Expenses have held steady even as fund managers' revenue was slashed, then restored somewhat by the stock market's resurgence. The broad Standard & Poor's 500-stock index fell 57% from its Oct. 9, 2007 peak to Mar. 9, 2009, but has since rebounded 77%. The index on Apr. 12 was 24% off that 2007 high.
Investors have been yanking money from equity mutual funds at a rapid rate, further reducing the amount managers collect from expense ratios, which are charged annually on a percentage of assets under management. According to TrimTabs Investment Research, investors pulled $36.2 billion from U.S. equity funds in 2009, following withdrawal of $162.4 billion in 2008. Bond mutual funds saw $463.8 billion of inflows in 2008 and 2009.
Profit margins in the mutual fund industry have been squeezed, says Sean Collins, senior director of industry and financial analysis at the Investment Company Institute. "There is pretty strong competition in the business for investor dollars," Collins says. "That keeps people on their toes."
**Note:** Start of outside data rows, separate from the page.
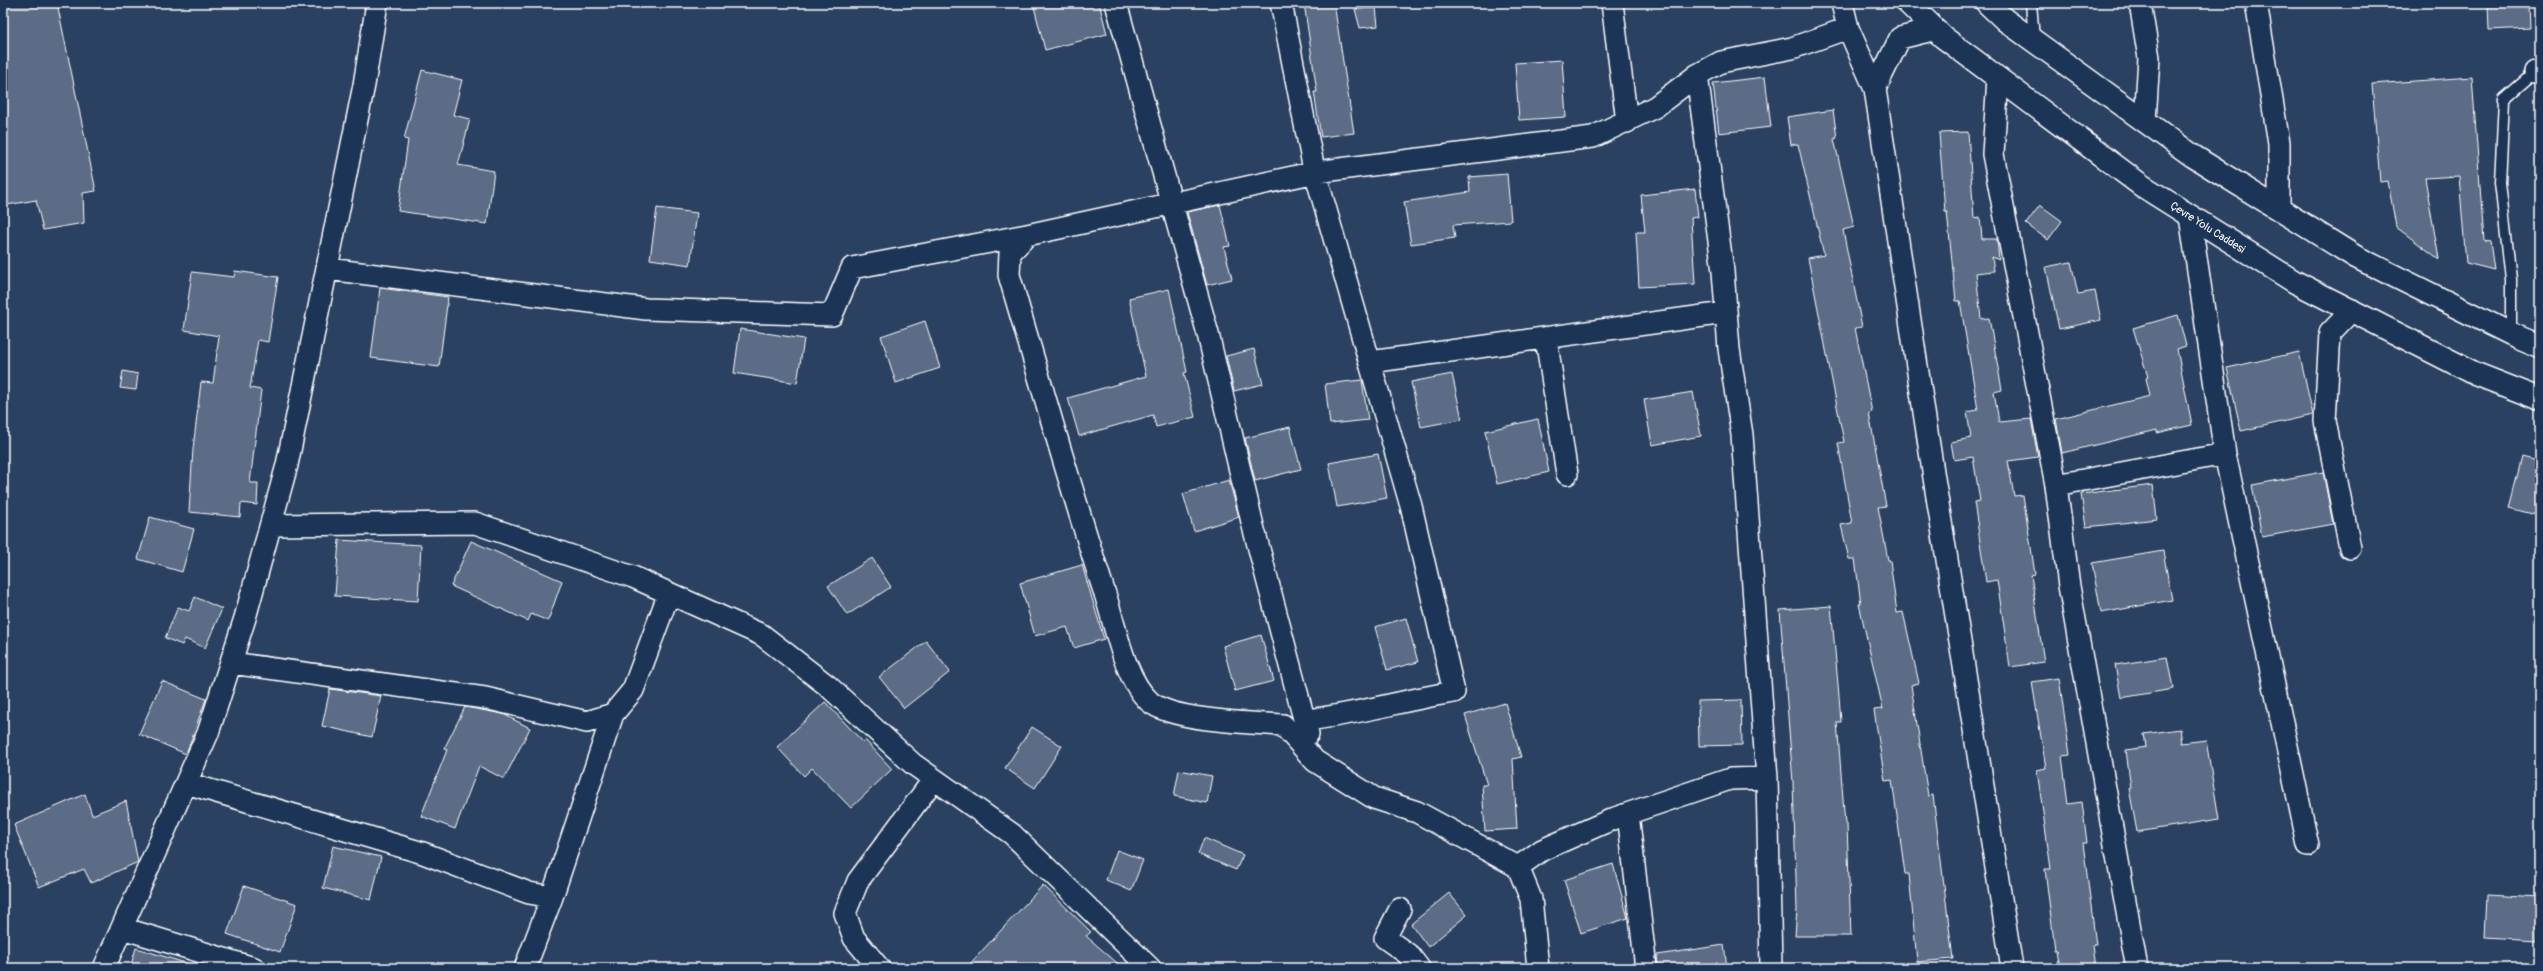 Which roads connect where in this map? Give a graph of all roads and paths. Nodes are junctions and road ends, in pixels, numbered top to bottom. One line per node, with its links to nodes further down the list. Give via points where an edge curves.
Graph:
1 (377, 3): 25 (street, via 364,85)
2 (1116, 3): 21 (street)
3 (1281, 3): 20 (street)
4 (1612, 3): 19 (street)
5 (1842, 3): 11 (street)
6 (1908, 3): 12 (highway, Çevre Yolu Caddesi)
7 (1987, 3): 13 (highway)
8 (2031, 3): 13 (lane)
9 (2140, 3): 18 (street, via 2149,58)
10 (2256, 3): 22 (street, via 2280,143)
11 (1848, 28): 15 (street, via 1792,48 1721,62); 17 (street)
12 (1936, 29): 16 (highway, Çevre Yolu Caddesi); 17 (street, via 1900,38)
13 (2034, 41): 18 (highway)
14 (2538, 72): 28 (lane, via 2504,99 2500,183 2511,279)
15 (1697, 75): 19 (street, via 1655,107); 27 (street)
16 (1998, 78): 23 (highway, Çevre Yolu Caddesi, via 2141,185); 35 (street, via 1993,154)
17 (1875, 89): 61 (street)
18 (2145, 121): 22 (highway, via 2194,156)
19 (1627, 122): 20 (street, via 1593,137)
20 (1316, 172): 21 (street); 31 (street)
21 (1172, 203): 24 (street); 41 (street, via 1208,334 1252,526)
22 (2279, 209): 28 (highway, via 2356,257)
23 (2190, 216): 26 (highway, Çevre Yolu Caddesi, via 2295,282); 33 (street)
24 (1027, 235): 25 (street, via 852,268 832,315 646,309); 42 (street, via 1010,253 1009,275 1086,537 1134,683 1151,703 1180,714 1222,722 1283,725)
25 (328, 269): 36 (street, via 287,464)
26 (2352, 310): 32 (highway, Çevre Yolu Caddesi, via 2476,374); 37 (street, via 2330,333 2325,421)
27 (1726, 313): 29 (street); 43 (street, via 1742,435)
28 (2511, 334): 30 (highway)
29 (1546, 338): 31 (street); 34 (street)
30 (2540, 346)
31 (1370, 362): 41 (street, via 1410,506 1454,692 1408,699 1344,716)
32 (2540, 399)
33 (2225, 454): 35 (street); 47 (street)
34 (1567, 474)
35 (2056, 485): 62 (street, via 2068,586)
36 (271, 524): 38 (street, via 475,523); 39 (street)
37 (2350, 548)
38 (669, 593): 40 (street, via 633,690); 44 (street, via 762,635 828,686 913,764)
39 (230, 663): 40 (street, via 485,698 587,722); 45 (street, via 208,734)
40 (613, 714): 49 (street)
41 (1305, 720): 42 (street)
42 (1315, 761): 48 (street, via 1374,798 1417,812)
43 (1767, 778): 46 (street, via 1730,779); 60 (street)
44 (934, 779): 55 (street, via 858,881 845,913 854,938); 56 (street, via 1012,834)
45 (186, 783): 49 (street, via 423,854 529,893); 51 (street)
46 (1628, 814): 48 (street, via 1542,850); 59 (street)
47 (2308, 845)
48 (1518, 867): 58 (street, via 1531,898)
49 (552, 897): 54 (street)
50 (1400, 909): 57 (street, via 1385,938 1409,955)
51 (122, 928): 52 (street); 53 (street)
52 (104, 968)
53 (254, 968)
54 (525, 968)
55 (879, 968)
56 (1150, 968)
57 (1419, 968)
58 (1538, 968)
59 (1646, 968)
60 (1771, 968)
61 (2012, 968)
62 (2137, 968)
Investing experts still believe that many people are overpaying for mutual funds management and other investment advice.
"Over the short term, [fees] might not seem significant," says Stephen Horan, head of private wealth management at the CFA Institute, the independent organization that awards the chartered financial analyst designation. However, he points out, a 1.5% annual fee can cut a portfolio by about one-third over 30 years. Because the fee compounds year after year, its bite is relatively constant, even if annual returns vary: A fund with a 5% annual return will lose 35% in fees over 30 years, while a fund that returns 10% loses 34% in fees, he says.
Although it's hard to confirm, investing experts believe that a disappointing stock market over the past decade has caused investors to scrutinize fees. "In a time when stock market returns are low, there appears to be more interest in expenses," says Standard & Poor's equity analyst Dylan Cathers, who helped develop S&P's mutual fund ranking methodology.
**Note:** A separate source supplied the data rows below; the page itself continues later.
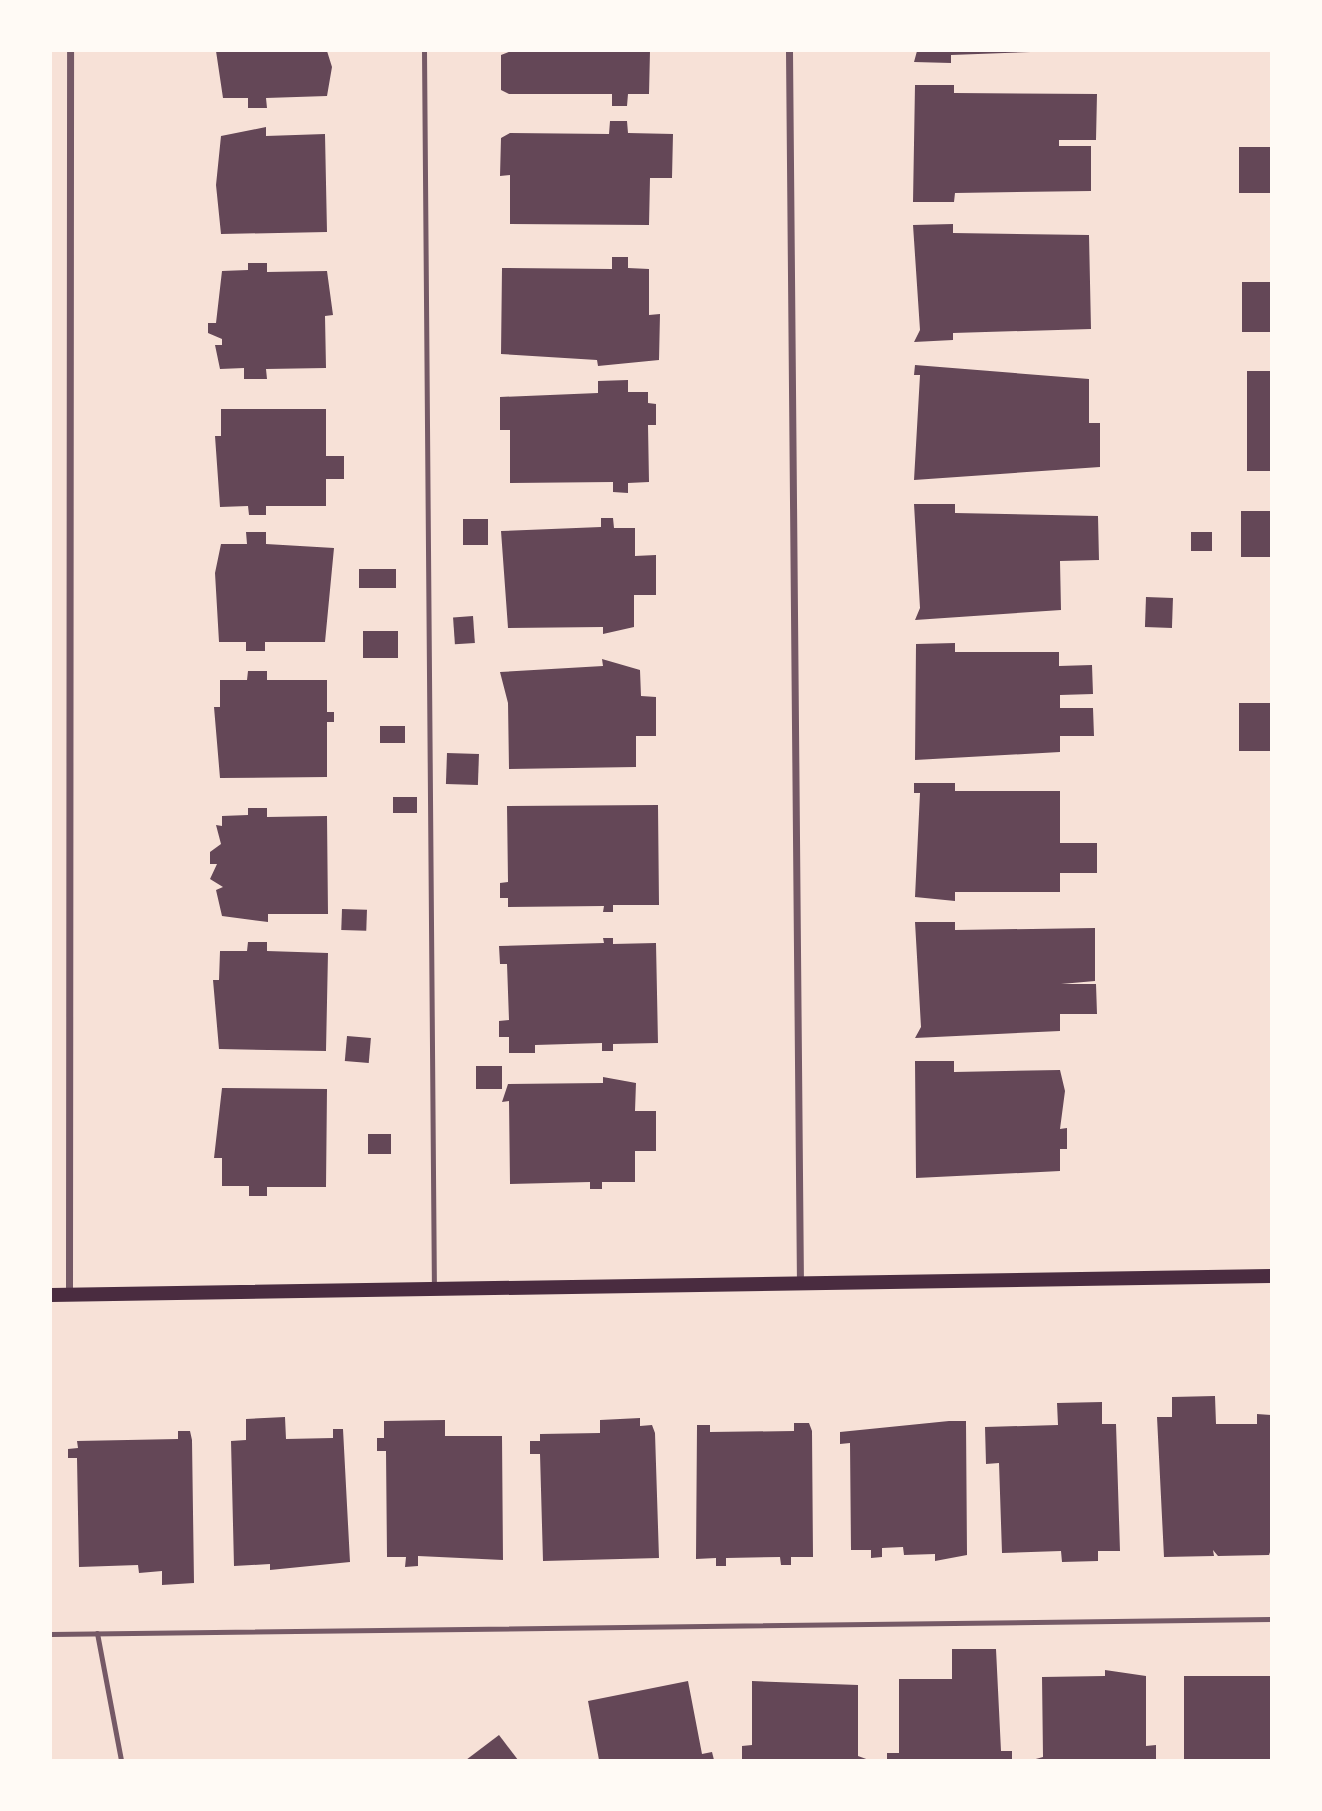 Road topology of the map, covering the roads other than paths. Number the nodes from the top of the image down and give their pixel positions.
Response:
1 (71, 51) edge
2 (424, 51) edge
3 (789, 51) edge
4 (1271, 1276) edge
5 (800, 1282) junction
6 (434, 1288) junction
7 (51, 1295) edge
8 (69, 1295) junction
9 (1271, 1619) edge
10 (97, 1633) junction
11 (51, 1634) edge
12 (121, 1760) edge

1 - 8 street
2 - 6 lane
3 - 5 street
4 - 5 main road
5 - 6 main road
6 - 8 main road
7 - 8 main road
9 - 10 lane
10 - 11 lane
10 - 12 lane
Brad Barber, a finance professor and expert on investor behavior at University of California, Davis, agrees. However, he says, the vast majority of investors choose funds based first on their past performance, and second on fees. Predicting future fund performance based on past returns is very difficult, as fund marketing materials point out. And research shows that the most expensive funds—those whose expenses rank in the top 20%—are actually the worst performers, Barber adds.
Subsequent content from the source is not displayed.